Falkland Islands

The Falkland Islands, known as the the Islas Malvinas in Argentina, are made up of two main islands and over 750 smaller islands. They are located almost 500 kms off the eastern coast of South America on the Patagonian Shelf.

The Falklands are known for their wildlife (penguins and bird species are plentiful) as well as the dramatic history. Sovereignty disputes between the United Kingdom and Argentina led to the 1982 Falklands War. Port Stanley is the capital of the Falkland Islands and like any quintessential British towns, Stanley offers a smattering of pubs, churches and small museums. It is the perfect stopover for anyone keen to learn more about the maritime history of the Falklands.

Falkland Islands Overview

Geography & Climate

The Falkland Islands are where the cold southern waters from Antarctica mix with the warmer waters from the Atlantic Ocean. They are mountainous and beautiful, with the two principal islands separated by the Falkland Sound.

The islands have strong westerly winds year round and there are long hours of daylight during the summer months when voyages are exploring. The warmest months are January and February with an average temperature 9 °C (34 to 36 °F).


The Falkland Islands are home to a large variety of birds including 5 different penguin species and some of the largest Albatross colonies on the planet. Elephant Seals, fur seals and many types of whales frequent the waters around the islands. Unfortunately, the islands’ only native mammal became extinct in 1876. The Falkland Islands Wolf was hunted extensively for its fur.


Key activities on offer in the Falklands include bird watching, walks along the coastal cliffs and on the beaches, exploring historical sites and visiting Port Stanley. You can expect strong winds and beautiful scenery during your exploration of the islands.

Location Highlights

Vast open spaces, a broad variety of spectacular wildlife and white sandy beaches will greet you in the Falklands. Known as a birdwatcher’s paradise, over 80% of the world’s population of black-browed albatross can be found on Steeple Jason Island. The most famous of the Falklands’ bird life are the penguins – the Magellanic, Gentoo, Rockhopper and King Penguin.

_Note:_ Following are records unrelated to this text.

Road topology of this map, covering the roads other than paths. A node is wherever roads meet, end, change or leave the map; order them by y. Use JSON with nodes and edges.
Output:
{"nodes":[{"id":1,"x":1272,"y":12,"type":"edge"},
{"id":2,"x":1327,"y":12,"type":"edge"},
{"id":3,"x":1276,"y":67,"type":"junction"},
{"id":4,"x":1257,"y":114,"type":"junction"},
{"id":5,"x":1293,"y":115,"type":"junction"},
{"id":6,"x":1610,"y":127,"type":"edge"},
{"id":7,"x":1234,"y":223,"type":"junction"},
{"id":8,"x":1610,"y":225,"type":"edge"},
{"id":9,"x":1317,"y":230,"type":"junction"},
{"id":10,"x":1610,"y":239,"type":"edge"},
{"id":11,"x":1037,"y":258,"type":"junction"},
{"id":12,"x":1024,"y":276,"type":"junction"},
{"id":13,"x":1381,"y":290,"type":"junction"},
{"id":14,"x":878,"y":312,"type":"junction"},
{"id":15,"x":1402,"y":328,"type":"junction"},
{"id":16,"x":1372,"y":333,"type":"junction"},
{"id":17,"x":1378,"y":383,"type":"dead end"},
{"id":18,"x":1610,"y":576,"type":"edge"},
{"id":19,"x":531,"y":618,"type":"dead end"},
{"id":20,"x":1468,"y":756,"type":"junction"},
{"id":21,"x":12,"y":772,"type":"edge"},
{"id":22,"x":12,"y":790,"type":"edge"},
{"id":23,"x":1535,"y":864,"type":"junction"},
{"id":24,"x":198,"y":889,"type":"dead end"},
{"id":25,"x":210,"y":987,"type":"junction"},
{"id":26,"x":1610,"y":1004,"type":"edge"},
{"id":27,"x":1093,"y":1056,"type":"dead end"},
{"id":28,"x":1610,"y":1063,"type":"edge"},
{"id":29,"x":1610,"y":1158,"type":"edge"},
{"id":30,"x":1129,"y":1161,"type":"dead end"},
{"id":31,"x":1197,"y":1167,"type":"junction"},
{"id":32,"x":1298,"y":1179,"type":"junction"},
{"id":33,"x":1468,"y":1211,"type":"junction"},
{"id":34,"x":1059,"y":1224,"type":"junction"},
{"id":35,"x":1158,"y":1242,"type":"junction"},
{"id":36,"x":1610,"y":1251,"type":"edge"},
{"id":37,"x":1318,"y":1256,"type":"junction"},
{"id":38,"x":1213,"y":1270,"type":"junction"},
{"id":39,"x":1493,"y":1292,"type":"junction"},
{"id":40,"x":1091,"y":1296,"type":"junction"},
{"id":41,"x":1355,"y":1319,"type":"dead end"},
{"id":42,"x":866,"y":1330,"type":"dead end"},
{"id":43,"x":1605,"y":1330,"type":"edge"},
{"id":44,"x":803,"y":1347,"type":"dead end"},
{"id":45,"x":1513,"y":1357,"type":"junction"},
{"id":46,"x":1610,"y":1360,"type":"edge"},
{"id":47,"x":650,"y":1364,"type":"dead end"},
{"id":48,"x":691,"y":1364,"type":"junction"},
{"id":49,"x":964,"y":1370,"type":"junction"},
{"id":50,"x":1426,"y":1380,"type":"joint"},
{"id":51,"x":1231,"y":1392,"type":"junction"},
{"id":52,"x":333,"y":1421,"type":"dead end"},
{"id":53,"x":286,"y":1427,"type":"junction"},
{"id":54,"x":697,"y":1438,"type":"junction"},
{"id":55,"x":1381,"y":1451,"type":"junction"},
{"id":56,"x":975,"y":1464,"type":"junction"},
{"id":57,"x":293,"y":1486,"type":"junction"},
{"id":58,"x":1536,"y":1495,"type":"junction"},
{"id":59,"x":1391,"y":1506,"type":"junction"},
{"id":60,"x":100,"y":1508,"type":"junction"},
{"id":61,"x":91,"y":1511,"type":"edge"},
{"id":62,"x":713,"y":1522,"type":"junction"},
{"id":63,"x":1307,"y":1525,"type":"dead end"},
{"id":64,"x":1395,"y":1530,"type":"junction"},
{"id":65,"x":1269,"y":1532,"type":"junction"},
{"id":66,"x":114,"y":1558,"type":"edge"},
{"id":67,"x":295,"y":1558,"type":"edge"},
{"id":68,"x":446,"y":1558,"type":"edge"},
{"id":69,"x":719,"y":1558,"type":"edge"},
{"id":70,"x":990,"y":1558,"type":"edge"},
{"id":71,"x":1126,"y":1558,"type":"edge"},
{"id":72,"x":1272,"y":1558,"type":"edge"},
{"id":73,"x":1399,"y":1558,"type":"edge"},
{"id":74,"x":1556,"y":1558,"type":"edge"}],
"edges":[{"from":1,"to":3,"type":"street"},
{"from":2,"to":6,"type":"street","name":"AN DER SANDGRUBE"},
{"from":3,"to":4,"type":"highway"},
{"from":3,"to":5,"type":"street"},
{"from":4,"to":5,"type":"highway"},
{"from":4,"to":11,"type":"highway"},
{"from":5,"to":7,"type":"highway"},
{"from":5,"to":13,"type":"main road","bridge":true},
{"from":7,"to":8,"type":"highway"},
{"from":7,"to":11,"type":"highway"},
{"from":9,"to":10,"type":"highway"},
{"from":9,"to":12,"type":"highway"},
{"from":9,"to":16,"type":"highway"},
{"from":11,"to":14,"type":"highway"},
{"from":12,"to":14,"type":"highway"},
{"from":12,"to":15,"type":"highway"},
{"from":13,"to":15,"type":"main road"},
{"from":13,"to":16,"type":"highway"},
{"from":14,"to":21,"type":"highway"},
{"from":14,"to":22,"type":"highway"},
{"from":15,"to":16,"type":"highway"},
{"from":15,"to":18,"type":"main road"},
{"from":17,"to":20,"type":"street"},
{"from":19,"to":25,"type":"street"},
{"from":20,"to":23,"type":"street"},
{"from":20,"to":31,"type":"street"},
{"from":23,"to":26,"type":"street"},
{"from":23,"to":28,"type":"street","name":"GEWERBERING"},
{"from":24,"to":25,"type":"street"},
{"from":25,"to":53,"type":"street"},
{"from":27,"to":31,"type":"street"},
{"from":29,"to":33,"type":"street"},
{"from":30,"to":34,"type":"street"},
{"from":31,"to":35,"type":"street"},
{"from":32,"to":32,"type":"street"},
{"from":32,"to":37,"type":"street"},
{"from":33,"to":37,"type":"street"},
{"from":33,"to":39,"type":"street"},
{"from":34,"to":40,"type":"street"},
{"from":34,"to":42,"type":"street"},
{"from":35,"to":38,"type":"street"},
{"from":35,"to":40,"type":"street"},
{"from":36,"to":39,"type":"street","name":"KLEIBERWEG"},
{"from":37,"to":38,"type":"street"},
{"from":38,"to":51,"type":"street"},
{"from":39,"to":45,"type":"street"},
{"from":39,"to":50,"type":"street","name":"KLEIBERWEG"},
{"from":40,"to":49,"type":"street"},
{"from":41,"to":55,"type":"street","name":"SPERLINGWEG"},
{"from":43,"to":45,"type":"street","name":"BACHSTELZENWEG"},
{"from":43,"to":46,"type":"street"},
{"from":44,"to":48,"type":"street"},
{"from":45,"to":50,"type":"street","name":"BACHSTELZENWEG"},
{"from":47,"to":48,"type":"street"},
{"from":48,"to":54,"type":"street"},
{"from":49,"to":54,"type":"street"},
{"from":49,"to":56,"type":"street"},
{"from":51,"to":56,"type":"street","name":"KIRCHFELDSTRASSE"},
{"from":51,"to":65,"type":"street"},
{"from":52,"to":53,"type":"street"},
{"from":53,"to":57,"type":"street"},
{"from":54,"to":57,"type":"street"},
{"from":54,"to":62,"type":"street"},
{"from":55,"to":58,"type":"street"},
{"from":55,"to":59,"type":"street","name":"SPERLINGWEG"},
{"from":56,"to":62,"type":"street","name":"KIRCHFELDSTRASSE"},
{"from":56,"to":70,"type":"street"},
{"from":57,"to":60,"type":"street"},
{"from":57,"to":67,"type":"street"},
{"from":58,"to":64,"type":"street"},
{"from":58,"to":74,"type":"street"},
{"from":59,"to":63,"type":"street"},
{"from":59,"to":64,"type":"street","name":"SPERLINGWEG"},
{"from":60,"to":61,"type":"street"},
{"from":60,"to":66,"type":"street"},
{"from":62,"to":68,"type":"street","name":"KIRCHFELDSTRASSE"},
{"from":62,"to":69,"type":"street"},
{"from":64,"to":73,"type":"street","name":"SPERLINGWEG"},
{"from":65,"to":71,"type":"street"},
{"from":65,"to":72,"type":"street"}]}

The islands are considered the most important world site for Rockhopper Penguins. Fur Seals, Elephant Seals and Sea Lions can also all be found breeding on the islands’ many shores. The Falklands are one of the last “off the beaten track” destination and is a true wildlife haven.

Albatross Colonies

The Falklands are home to Black-browed Albatross colonies on steep cliffs at 16 sites in the Falklands.

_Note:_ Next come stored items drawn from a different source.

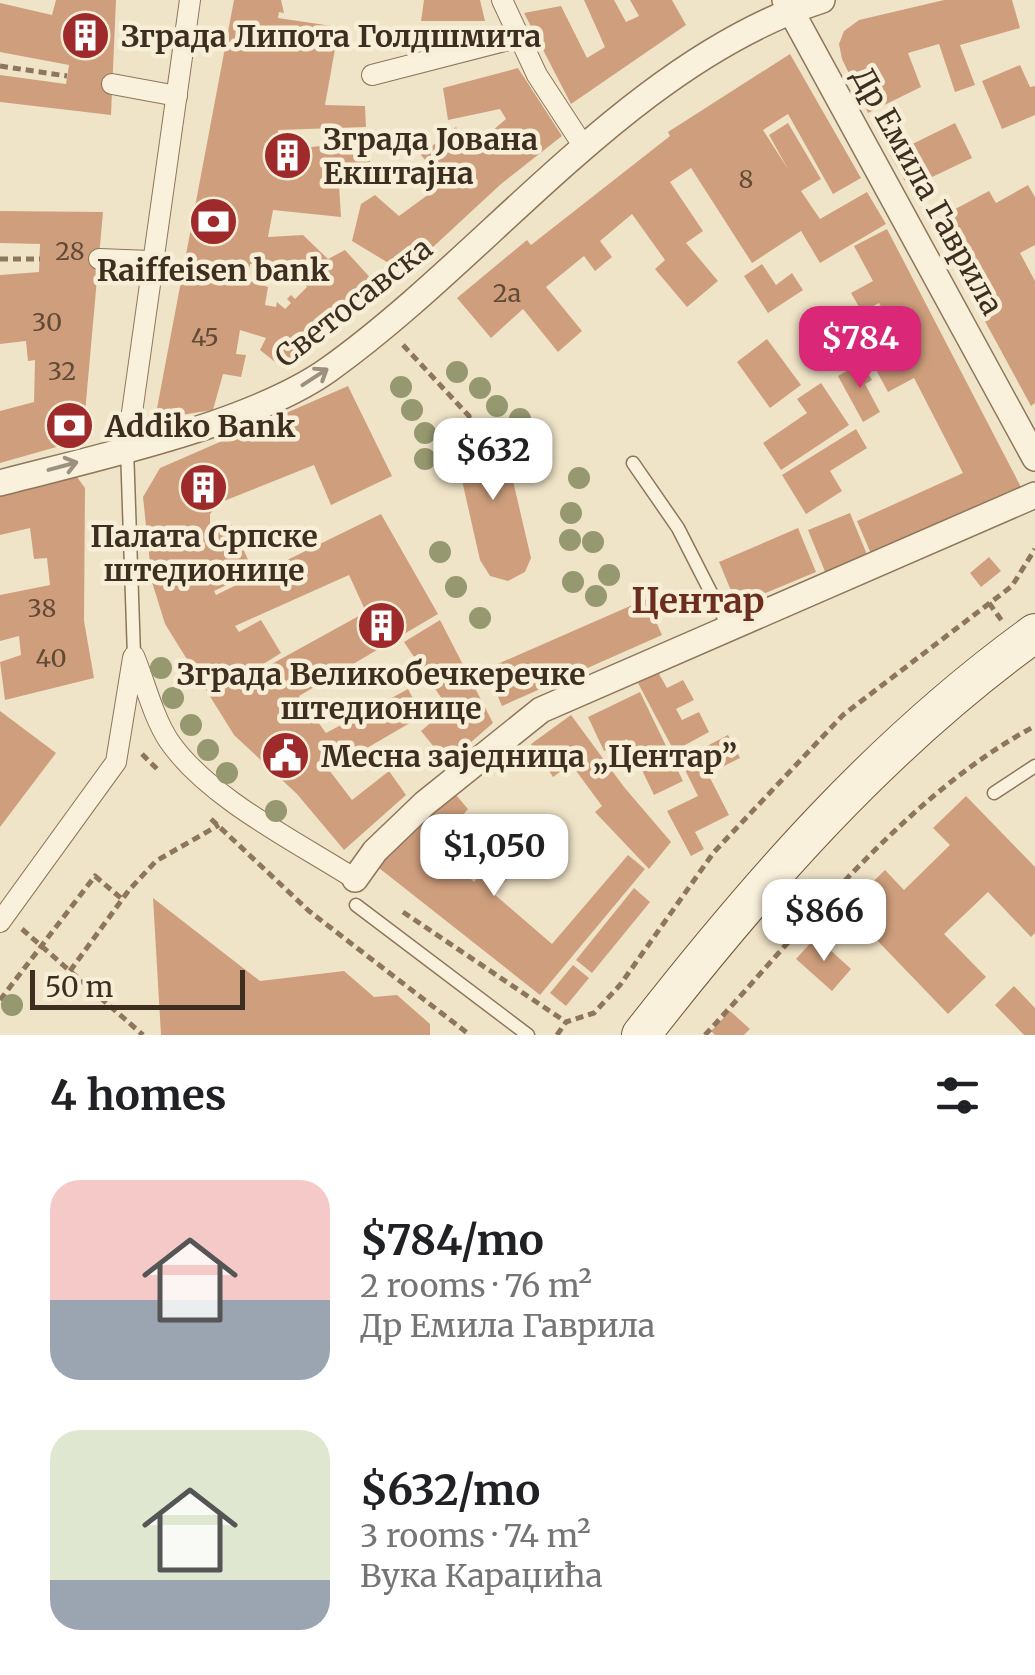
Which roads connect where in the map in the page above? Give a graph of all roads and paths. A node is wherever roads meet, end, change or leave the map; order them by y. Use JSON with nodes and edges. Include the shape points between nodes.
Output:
{"nodes":[{"id":1,"x":190,"y":0,"type":"edge"},
{"id":2,"x":502,"y":0,"type":"edge"},
{"id":3,"x":822,"y":0,"type":"edge"},
{"id":4,"x":788,"y":5,"type":"edge"},
{"id":5,"x":516,"y":38,"type":"junction"},
{"id":6,"x":0,"y":66,"type":"edge"},
{"id":7,"x":372,"y":75,"type":"dead end"},
{"id":8,"x":68,"y":76,"type":"dead end"},
{"id":9,"x":112,"y":84,"type":"dead end"},
{"id":10,"x":177,"y":96,"type":"junction"},
{"id":11,"x":584,"y":147,"type":"junction"},
{"id":12,"x":0,"y":259,"type":"edge"},
{"id":13,"x":40,"y":259,"type":"dead end"},
{"id":14,"x":100,"y":259,"type":"dead end"},
{"id":15,"x":150,"y":261,"type":"junction"},
{"id":16,"x":384,"y":325,"type":"junction"},
{"id":17,"x":474,"y":431,"type":"dead end"},
{"id":18,"x":1032,"y":442,"type":"edge"},
{"id":19,"x":126,"y":448,"type":"junction"},
{"id":20,"x":634,"y":463,"type":"dead end"},
{"id":21,"x":0,"y":483,"type":"edge"},
{"id":22,"x":1035,"y":495,"type":"edge"},
{"id":23,"x":1035,"y":549,"type":"edge"},
{"id":24,"x":728,"y":626,"type":"junction"},
{"id":25,"x":1035,"y":633,"type":"edge"},
{"id":26,"x":134,"y":656,"type":"junction"},
{"id":27,"x":1035,"y":726,"type":"edge"},
{"id":28,"x":120,"y":734,"type":"junction"},
{"id":29,"x":1035,"y":766,"type":"edge"},
{"id":30,"x":173,"y":784,"type":"dead end"},
{"id":31,"x":994,"y":793,"type":"dead end"},
{"id":32,"x":238,"y":804,"type":"junction"},
{"id":33,"x":208,"y":816,"type":"dead end"},
{"id":34,"x":218,"y":826,"type":"junction"},
{"id":35,"x":355,"y":879,"type":"junction"},
{"id":36,"x":122,"y":899,"type":"junction"},
{"id":37,"x":356,"y":906,"type":"dead end"},
{"id":38,"x":3,"y":918,"type":"edge"},
{"id":39,"x":70,"y":971,"type":"junction"},
{"id":40,"x":0,"y":1000,"type":"edge"},
{"id":41,"x":566,"y":1022,"type":"junction"},
{"id":42,"x":143,"y":1035,"type":"edge"},
{"id":43,"x":470,"y":1035,"type":"edge"},
{"id":44,"x":528,"y":1035,"type":"edge"},
{"id":45,"x":557,"y":1035,"type":"edge"},
{"id":46,"x":640,"y":1035,"type":"edge"},
{"id":47,"x":705,"y":1035,"type":"edge"}],
"edges":[{"from":1,"to":10,"type":"street"},
{"from":2,"to":5,"type":"street"},
{"from":3,"to":4,"type":"street","name":"Светосавска"},
{"from":4,"to":11,"type":"street","name":"Светосавска"},
{"from":4,"to":18,"type":"street","name":"Др Емила Гаврила"},
{"from":5,"to":7,"type":"street"},
{"from":5,"to":11,"type":"street"},
{"from":6,"to":8,"type":"path"},
{"from":9,"to":10,"type":"street"},
{"from":10,"to":15,"type":"street"},
{"from":11,"to":16,"type":"street","name":"Светосавска"},
{"from":12,"to":13,"type":"path"},
{"from":14,"to":15,"type":"street"},
{"from":15,"to":19,"type":"street"},
{"from":16,"to":17,"type":"path","via":[[469,416]]},
{"from":19,"to":16,"type":"street","name":"Светосавска","one_way":true,"via":[[290,394]]},
{"from":21,"to":19,"type":"street","name":"Светосавска","one_way":true},
{"from":19,"to":26,"type":"lane"},
{"from":20,"to":24,"type":"lane","via":[[678,528]]},
{"from":22,"to":24,"type":"street"},
{"from":23,"to":41,"type":"path","via":[[1012,586],[843,715],[714,852],[620,985],[594,1013]]},
{"from":24,"to":35,"type":"street","via":[[542,710],[424,804]]},
{"from":25,"to":46,"type":"main road","via":[[936,710],[808,831]]},
{"from":26,"to":28,"type":"street"},
{"from":26,"to":32,"type":"street","via":[[168,740]]},
{"from":27,"to":47,"type":"path","via":[[1002,743],[872,850]]},
{"from":28,"to":30,"type":"path"},
{"from":28,"to":38,"type":"street","via":[[116,762]]},
{"from":29,"to":31,"type":"lane"},
{"from":32,"to":34,"type":"path"},
{"from":32,"to":35,"type":"street"},
{"from":33,"to":34,"type":"path"},
{"from":34,"to":36,"type":"path","via":[[156,861]]},
{"from":34,"to":43,"type":"path","via":[[309,911]]},
{"from":35,"to":41,"type":"path"},
{"from":36,"to":39,"type":"path"},
{"from":36,"to":40,"type":"path","via":[[95,876]]},
{"from":37,"to":44,"type":"lane"},
{"from":38,"to":39,"type":"path"},
{"from":39,"to":42,"type":"path"},
{"from":41,"to":45,"type":"path"}]}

Adults pair for life and return to use the same pot-shaped nest each September, laying a large single egg in October which hatches in December. Chicks remain in the nest until they fledge in early April.

Adults feed on fish, squid, octopus, crustaceans and jellyfish. In some areas they are drawn towards discards from fishing fleets, which puts them at risk of being killed on long-line fishing hooks.